Harvard, '86, 21; Adams Academy, 5.

NO WRITER ATTRIBUTED

I DESIRE to make known in the columns of your paper the true state of things in regard to the arrangement of games this year with Yale and Princeton. All the statements that I have seen so far have been erroneous. We shall play a game with the Princeton Nine on Saturday, May 15, in Princeton, not in New York. The Princeton Nine wish to play us a return game in Boston about the last of this month. The games with Yale have not yet been arranged. I have written to Yale, offering to go to New Haven or to Hartford on any day that will be convenient for them, but they say that all their Saturdays are taken up, and as Saturday is the only day on which they can play, there seems to be no chance of arranging a meeting. Mr. Avery, Captain of the Yale Nine, came up to see me early this year, and, after talking the matter over, we decided that it would be better not to go to Saratoga this year, and determined to arrange matters so that the games could be played as in former years, that is to say, during term-time, and on the grounds of the colleges.

Our arrangements were, accordingly, partially made, when I received a letter from Mr. Avery saying that the feeling of Yale was strongly opposed to playing the games anywhere but at Saratoga, or, at any rate, before the close of the term.
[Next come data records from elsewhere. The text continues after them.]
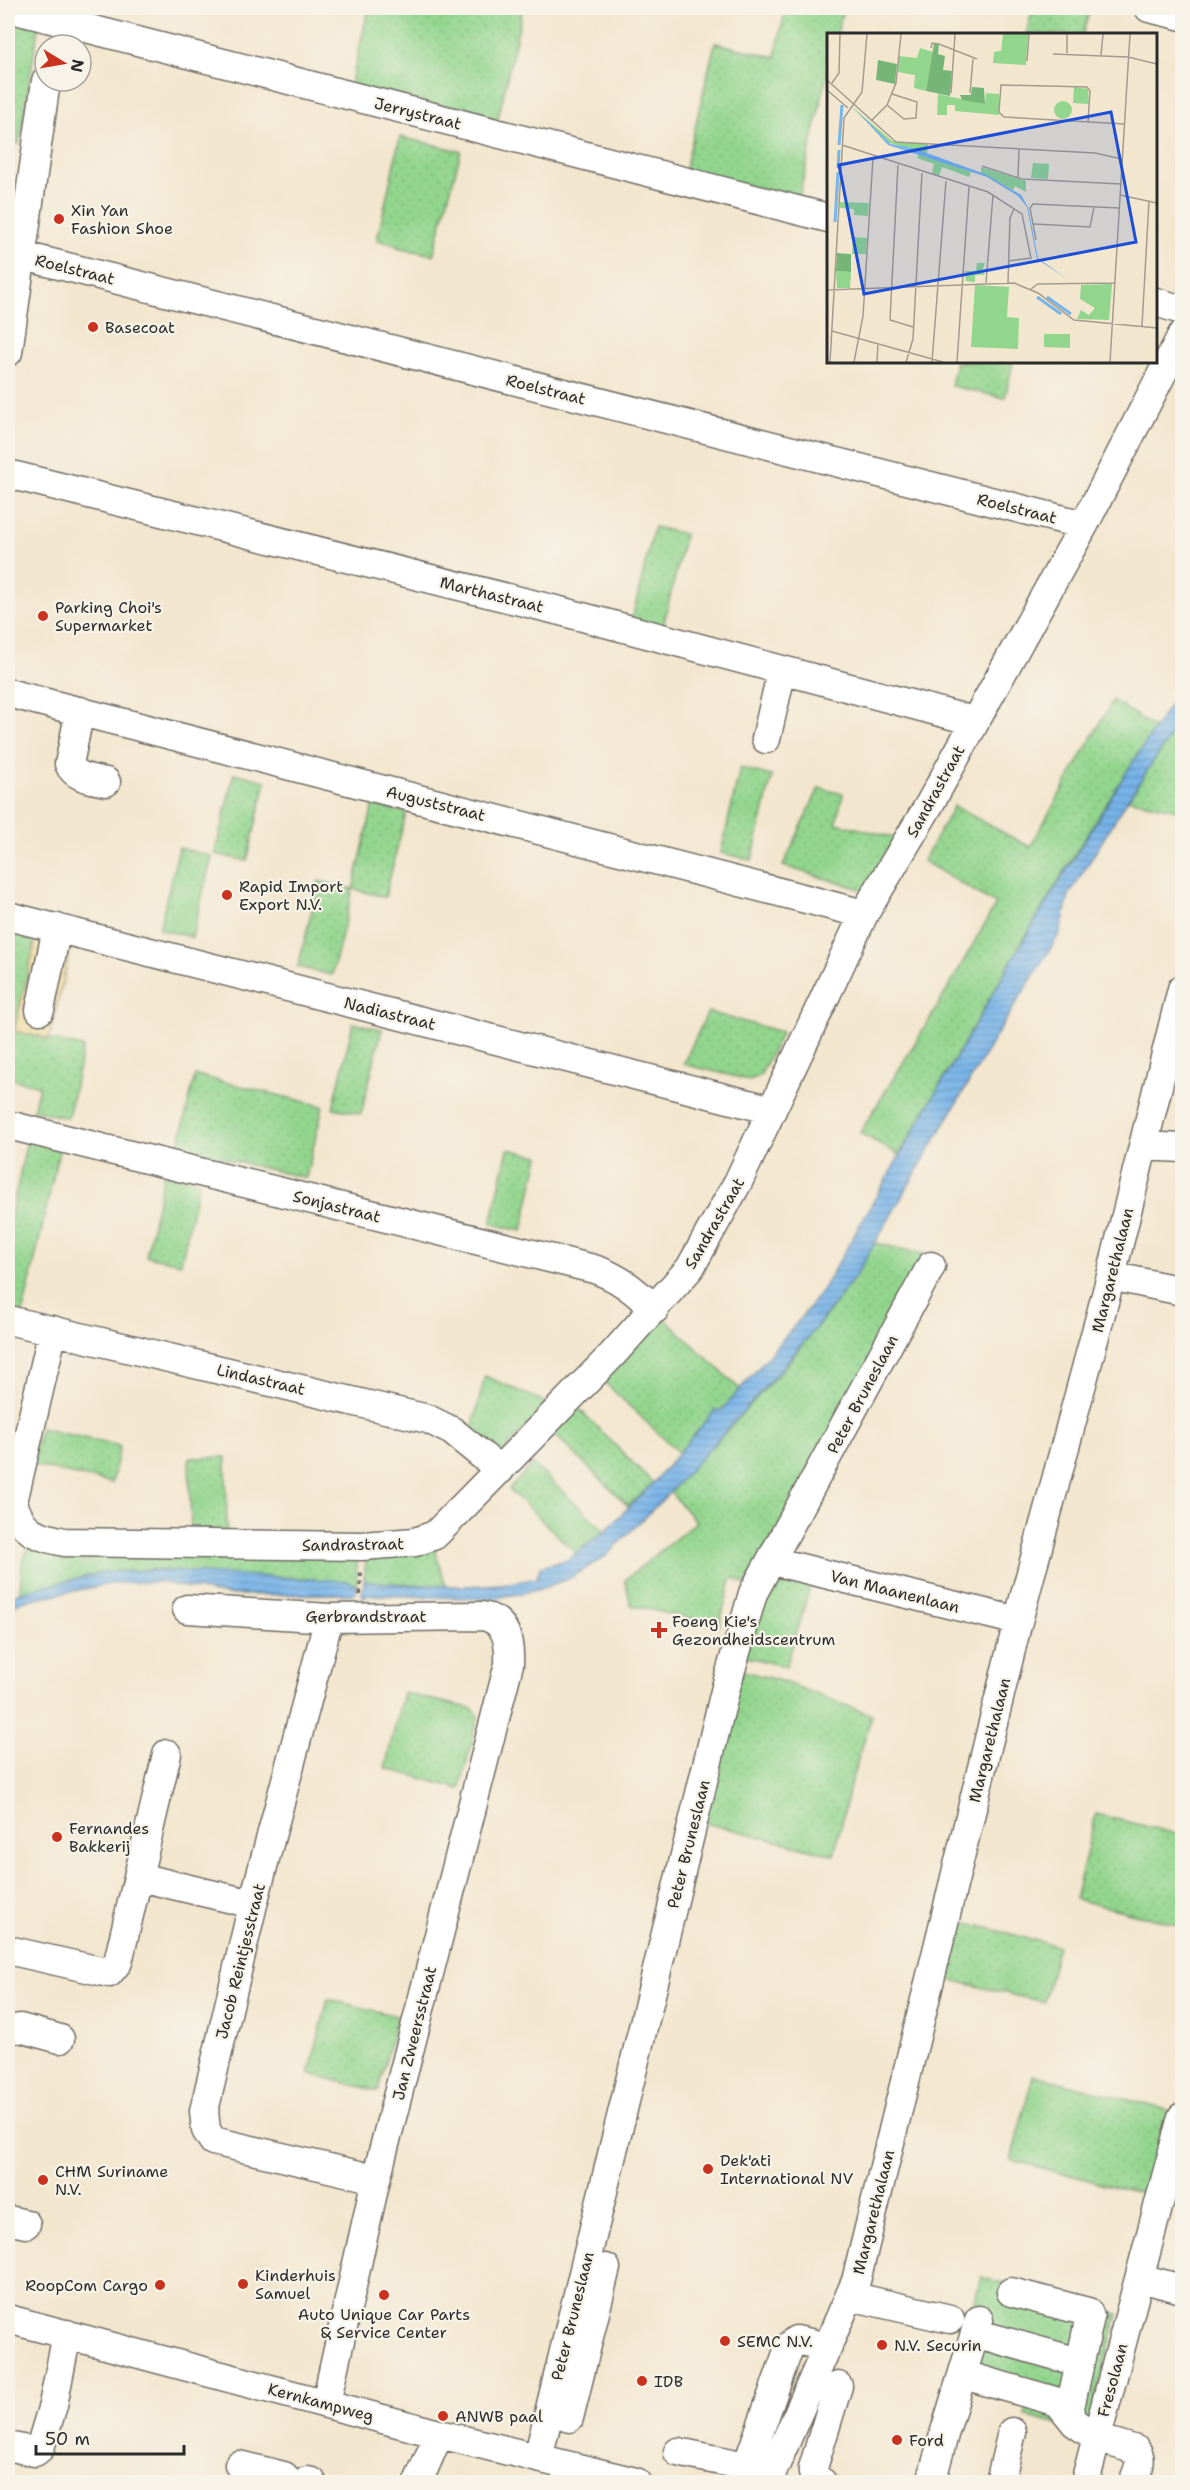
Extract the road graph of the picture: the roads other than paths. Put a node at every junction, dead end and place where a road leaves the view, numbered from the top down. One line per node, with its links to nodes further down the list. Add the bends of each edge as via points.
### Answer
1 (8, 8): 4 (street, Jerrystraat)
2 (1149, 8): 3 (street)
3 (1182, 16)
4 (54, 24): 6 (street, Jerrystraat)
5 (44, 93): 7 (street)
6 (827, 218)
7 (14, 254): 11 (street); 13 (street, Roelstraat)
8 (1157, 303): 9 (street)
9 (1182, 310)
10 (1182, 335): 13 (street, Sandrastraat)
11 (8, 352)
12 (8, 474): 14 (street, Marthastraat)
13 (1084, 525): 17 (street, Sandrastraat)
14 (782, 670): 17 (street, Marthastraat); 18 (street)
15 (8, 693): 16 (street, Auguststraat)
16 (80, 711): 19 (street, via 69,764 76,774); 20 (street, Auguststraat)
17 (974, 721): 20 (street, Sandrastraat)
18 (766, 739)
19 (106, 782)
20 (864, 914): 26 (street, Sandrastraat)
21 (8, 916): 22 (street, Nadiastraat)
22 (57, 928): 24 (street); 26 (street, Nadiastraat)
23 (1182, 988): 25 (street, Margarethalaan)
24 (40, 1010)
25 (1177, 1034): 28 (street, Margarethalaan)
26 (772, 1110): 33 (street, Sandrastraat, via 690,1268)
27 (8, 1125): 33 (street, Sonjastraat, via 594,1269 627,1284)
28 (1143, 1146): 29 (street); 31 (street, Margarethalaan)
29 (1182, 1148)
30 (931, 1266): 37 (street, Peter Bruneslaan)
31 (1111, 1276): 32 (street); 40 (street, Margarethalaan)
32 (1182, 1291)
33 (655, 1309): 36 (street, Sandrastraat)
34 (8, 1320): 35 (street, Lindastraat)
35 (52, 1330): 36 (street, Lindastraat, via 428,1419 452,1431); 36 (street, Sandrastraat, via 13,1502 18,1520 34,1535 64,1542 362,1546 415,1542 435,1535)
36 (500, 1470)
37 (772, 1561): 40 (street, Van Maanenlaan); 57 (street, Peter Bruneslaan, via 753,1593 726,1688 597,2273)
38 (187, 1610): 39 (street, Gerbrandstraat)
39 (329, 1618): 41 (street, Gerbrandstraat, via 492,1617 502,1624 507,1636); 44 (street, Jacob Reintjesstraat)
40 (1018, 1621): 53 (street, Margarethalaan)
41 (509, 1664): 49 (street, Jan Zweersstraat)
42 (166, 1754): 43 (street)
43 (139, 1877): 44 (street); 45 (street, via 118,1962 109,1973)
44 (253, 1904): 49 (street, Jacob Reintjesstraat, via 204,2111 206,2130 213,2140 224,2144)
45 (8, 1950)
46 (8, 2030): 47 (street, via 20,2028)
47 (60, 2039)
48 (1182, 2117): 50 (street, Fresolaan)
49 (376, 2179): 61 (street, Jan Zweersstraat)
50 (1140, 2278): 51 (street); 66 (street, Fresolaan)
51 (1182, 2289)
52 (1011, 2292): 58 (street, via 1088,2312)
53 (850, 2296): 55 (street); 71 (street, Margarethalaan)
54 (8, 2319): 56 (street, Kernkampweg)
55 (950, 2319)
56 (67, 2334): 61 (street, Kernkampweg); 67 (street, via 40,2448 35,2452)
57 (574, 2352): 63 (street); 69 (street, Peter Bruneslaan)
58 (1078, 2362): 59 (street, via 977,2326); 62 (street)
59 (964, 2375): 62 (street, via 1058,2402); 76 (street)
60 (838, 2386): 75 (street, via 812,2474)
61 (326, 2403): 65 (street, Kernkampweg)
62 (1069, 2412): 66 (street, via 1075,2423)
63 (569, 2418)
64 (1012, 2432): 77 (street)
65 (439, 2434): 69 (street, Kernkampweg); 73 (street)
66 (1097, 2438): 78 (street, Fresolaan); 79 (street, via 1136,2450 1141,2461)
67 (8, 2446)
68 (678, 2452): 71 (street)
69 (538, 2458): 74 (street, Kernkampweg)
70 (239, 2465): 72 (street)
71 (763, 2474)
72 (301, 2480)
73 (418, 2482)
74 (636, 2482)
75 (822, 2482)
76 (931, 2482)
77 (1000, 2482)
78 (1085, 2482)
79 (1133, 2482)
I wrote back saying that we had gone so far here, that I did not wish to change; that, in fact, we could not change. Since that time I have received no definite answer as to whether they intend to play us this year or not. By the statement in one of the papers, the other day, that the Yale Nine had arranged to play ten games with professional clubs, I cannot understand why they could not find time to play two or three games with Harvard.

If, instead of friendly contests and pleasant visits between colleges, we are to have all the hard work of practice for no other purpose than to play against men who make base-ball a means of support, I am afraid that the old exciting times of base-ball are over.

S. H. HOOPER,Pres. H. U. B. B. C.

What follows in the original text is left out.